Tidak dapat juga disalahkan, ketika ada arus keras yang menentang kedatangan
Lady Gaga di Indonesia, apalagi saat dipertautkan dengan satu sistem yang
memiliki landasan pikir tertentu, dan bertolak belakang dengan gaya tampilan
Lady Gaga. Demikian pula sebaliknya, bahwa sistem ini tidak dapat memaksa orang
lain untuk mengikuti pola pikirnya. Ketika kedua landasan pikir berbeda dan
tetap bertahan pada idealisme masing-masing, maka jalan sebaiknya yang ditempuh
bukan pada tawar menawar idealisme. Karena pada saat terjadi musyawarah untuk
mencapai mufakat pada idealisme, yang terjadi adalah saling memaksakan
kepentingan.
Kerumitan sosial yang muncul tentang Lady Gaga adalah ketika terjadinya usaha
penyensoran oleh beberapa kelompok, dengan dasar keyakinan tertentu. Seperti
dibahas oleh Marshall A. Clark untuk pengantar dalam Budaya Populer sebagai
Komunikasi: Dinamika Popscape dan Mediascape di Indonesia Kontemporer, bahwa
usaha penyensoran tontonan di Indonesia (tidak terkecuali gaya Lady Gaga) lebih
kuat dorongannya yang bersumber dari kelompok-kelompok masyarakat tertentu.

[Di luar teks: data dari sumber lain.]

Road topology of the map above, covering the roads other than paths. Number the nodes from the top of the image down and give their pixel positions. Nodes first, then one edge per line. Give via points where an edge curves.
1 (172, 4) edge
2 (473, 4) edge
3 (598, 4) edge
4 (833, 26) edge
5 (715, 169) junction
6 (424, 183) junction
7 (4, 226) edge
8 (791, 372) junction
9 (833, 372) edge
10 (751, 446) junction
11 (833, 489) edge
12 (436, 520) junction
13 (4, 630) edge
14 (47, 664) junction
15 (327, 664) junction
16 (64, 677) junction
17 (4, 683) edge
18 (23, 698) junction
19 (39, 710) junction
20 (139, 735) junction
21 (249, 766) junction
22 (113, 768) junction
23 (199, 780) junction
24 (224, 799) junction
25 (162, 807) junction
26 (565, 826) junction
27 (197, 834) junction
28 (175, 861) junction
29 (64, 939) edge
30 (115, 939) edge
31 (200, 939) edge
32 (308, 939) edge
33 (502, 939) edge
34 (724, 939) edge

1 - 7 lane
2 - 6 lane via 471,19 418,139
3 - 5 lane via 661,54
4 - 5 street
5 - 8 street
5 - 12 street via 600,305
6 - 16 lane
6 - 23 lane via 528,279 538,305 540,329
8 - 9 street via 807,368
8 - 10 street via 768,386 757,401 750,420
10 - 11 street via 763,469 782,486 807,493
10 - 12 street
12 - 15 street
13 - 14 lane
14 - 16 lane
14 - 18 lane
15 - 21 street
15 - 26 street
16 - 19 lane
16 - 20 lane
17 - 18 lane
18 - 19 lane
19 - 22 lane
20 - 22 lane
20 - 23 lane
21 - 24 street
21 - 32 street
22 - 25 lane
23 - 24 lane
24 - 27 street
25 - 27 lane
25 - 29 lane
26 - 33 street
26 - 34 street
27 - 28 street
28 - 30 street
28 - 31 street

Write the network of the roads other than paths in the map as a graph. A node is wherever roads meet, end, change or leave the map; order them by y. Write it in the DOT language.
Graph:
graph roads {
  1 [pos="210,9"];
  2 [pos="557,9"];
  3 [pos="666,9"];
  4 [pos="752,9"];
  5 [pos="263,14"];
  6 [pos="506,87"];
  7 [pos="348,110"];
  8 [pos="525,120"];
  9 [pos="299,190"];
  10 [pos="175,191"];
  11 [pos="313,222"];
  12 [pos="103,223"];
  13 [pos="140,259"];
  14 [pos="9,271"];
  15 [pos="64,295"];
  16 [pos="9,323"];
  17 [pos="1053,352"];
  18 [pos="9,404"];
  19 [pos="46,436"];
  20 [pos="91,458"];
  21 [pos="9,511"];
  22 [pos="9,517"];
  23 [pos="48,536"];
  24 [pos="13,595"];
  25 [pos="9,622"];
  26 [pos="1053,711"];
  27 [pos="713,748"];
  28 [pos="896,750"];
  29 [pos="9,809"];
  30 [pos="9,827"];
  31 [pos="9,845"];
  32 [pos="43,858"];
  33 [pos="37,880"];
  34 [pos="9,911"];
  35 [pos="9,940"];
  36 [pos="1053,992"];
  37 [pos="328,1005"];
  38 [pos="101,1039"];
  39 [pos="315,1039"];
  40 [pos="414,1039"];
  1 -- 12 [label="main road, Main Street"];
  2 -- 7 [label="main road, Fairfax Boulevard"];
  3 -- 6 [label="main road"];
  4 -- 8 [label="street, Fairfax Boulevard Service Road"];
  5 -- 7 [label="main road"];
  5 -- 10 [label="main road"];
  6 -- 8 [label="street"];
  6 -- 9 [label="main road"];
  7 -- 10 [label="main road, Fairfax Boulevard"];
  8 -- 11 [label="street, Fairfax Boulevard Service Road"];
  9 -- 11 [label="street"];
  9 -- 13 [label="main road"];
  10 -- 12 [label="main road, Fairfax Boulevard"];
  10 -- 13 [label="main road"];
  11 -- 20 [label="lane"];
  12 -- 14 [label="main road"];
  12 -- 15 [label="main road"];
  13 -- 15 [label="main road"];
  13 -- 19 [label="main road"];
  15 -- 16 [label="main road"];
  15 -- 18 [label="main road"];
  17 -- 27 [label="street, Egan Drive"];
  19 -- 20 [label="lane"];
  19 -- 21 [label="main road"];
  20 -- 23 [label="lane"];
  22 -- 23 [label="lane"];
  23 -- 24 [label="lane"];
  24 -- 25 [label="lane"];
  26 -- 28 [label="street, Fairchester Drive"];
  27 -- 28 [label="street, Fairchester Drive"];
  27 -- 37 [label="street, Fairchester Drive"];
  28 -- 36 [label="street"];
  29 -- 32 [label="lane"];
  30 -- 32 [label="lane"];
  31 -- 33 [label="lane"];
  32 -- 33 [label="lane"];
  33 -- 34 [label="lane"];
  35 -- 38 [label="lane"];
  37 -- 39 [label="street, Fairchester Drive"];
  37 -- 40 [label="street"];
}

Disebutkan oleh Clark, kebebasan berekspresi tidak akan mampu diselamatkan oleh
pasar, karena ditakutkan mengundang kelompok religius radikal untuk mengamuk,
dan berdampak pada sisi ekonomi. Digambarkan, tidak akan ada perusahaan sinema
(hiburan) yang mau mengambil reksiko diamuk massa akibat penampilan seorang
artis atau pun musisi tertentu, tidak terkecuali Lady Gaga. Jelas sekali, bahwa
kelompok-kelompok penekan ditingkat lokal (memanfaatkan sentimen keagamaan)

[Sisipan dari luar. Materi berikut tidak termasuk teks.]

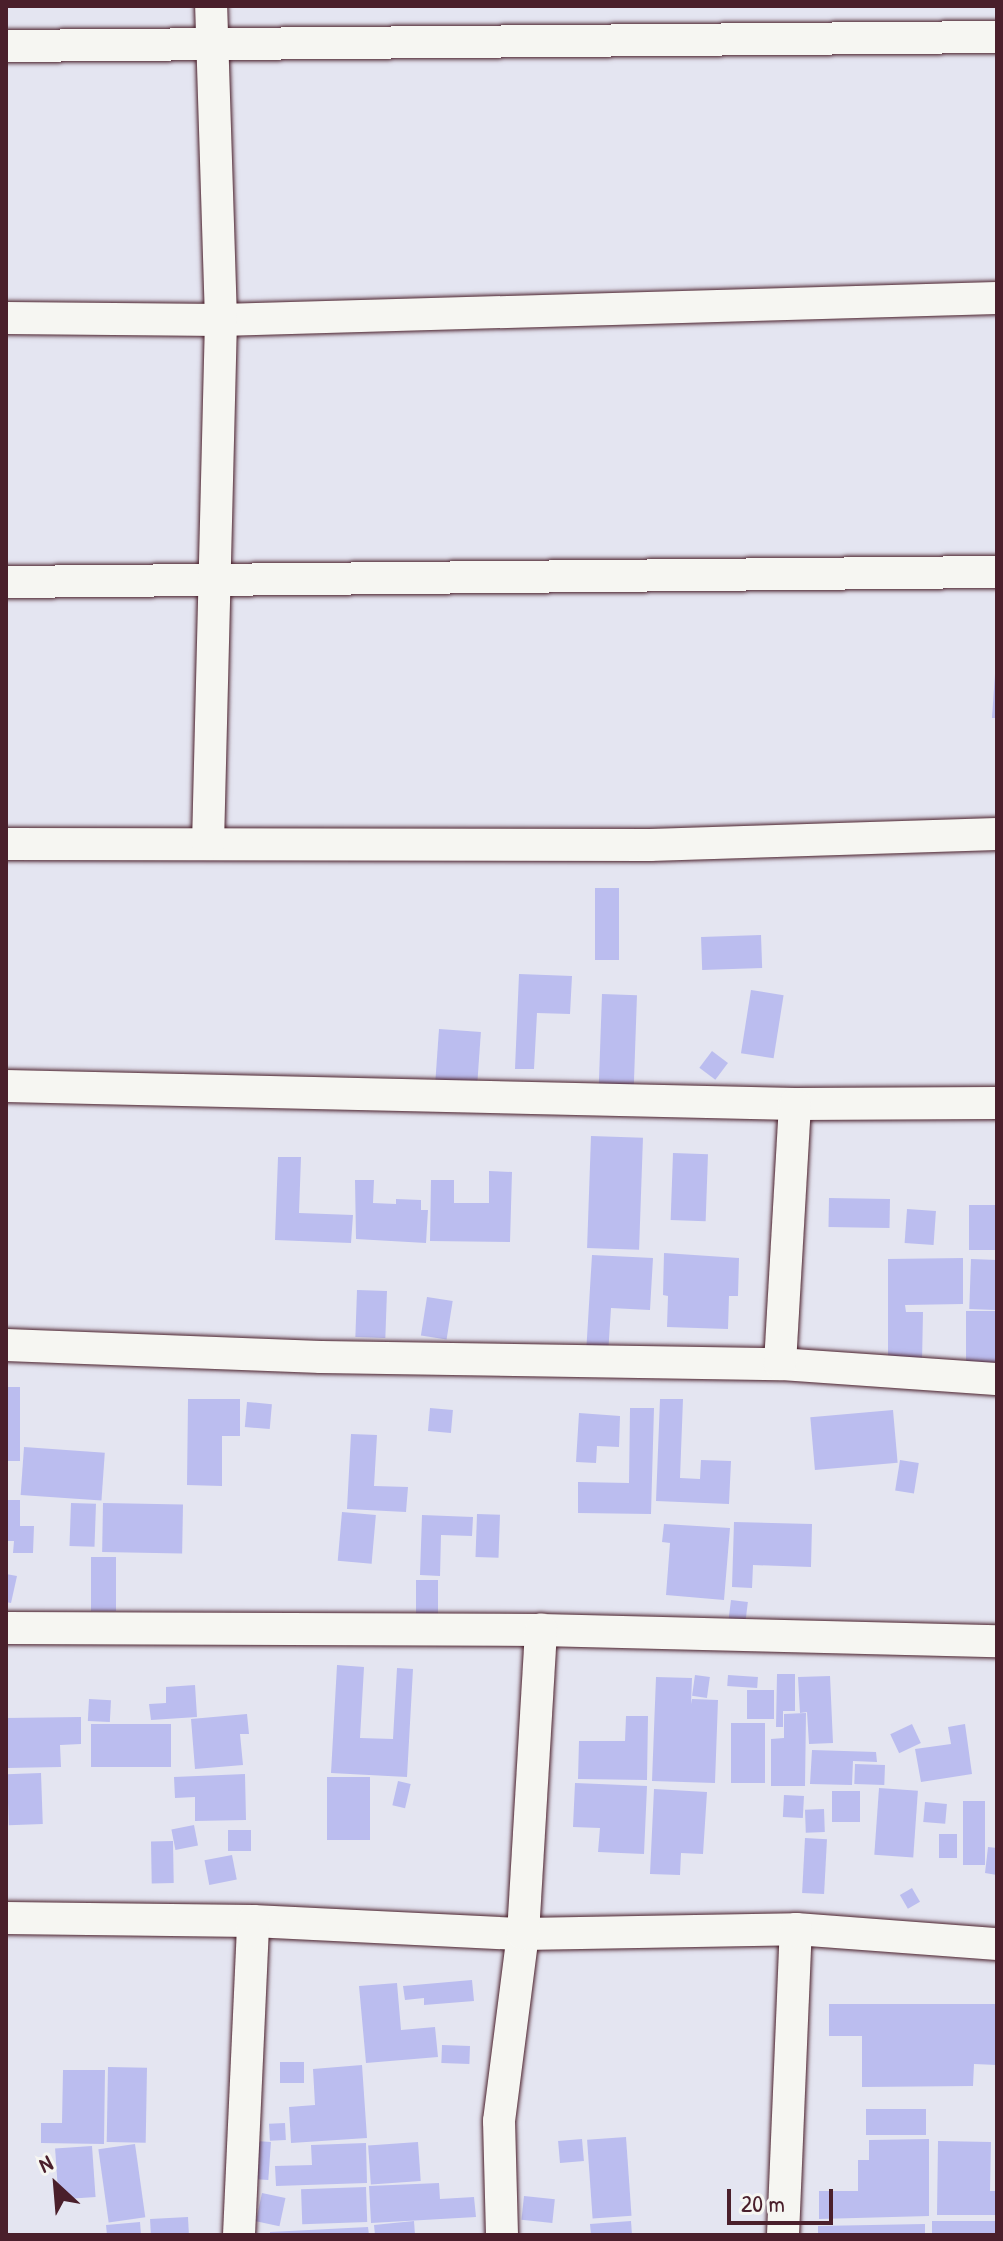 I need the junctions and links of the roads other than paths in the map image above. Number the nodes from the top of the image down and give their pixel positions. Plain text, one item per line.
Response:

terlihat jauh lebih kuat daripada aparat dan lembaga resmi negara, termasuk
mementahkan peran Undang-Undang tentang Pornografi. Sepertinya, tarik ulur dan
penyensoran konser Lady Gaga di Indonesia, lebih cenderung pada politisasi
kepentingan kelompok-kelompok. Seharusnya, usaha penyensoran ini berlaku pada
penampilan-penampilan musisi lain, termasuk menyeluruh pada setiap bagian (isi
dan makna) yang disajikan pada masyarakat.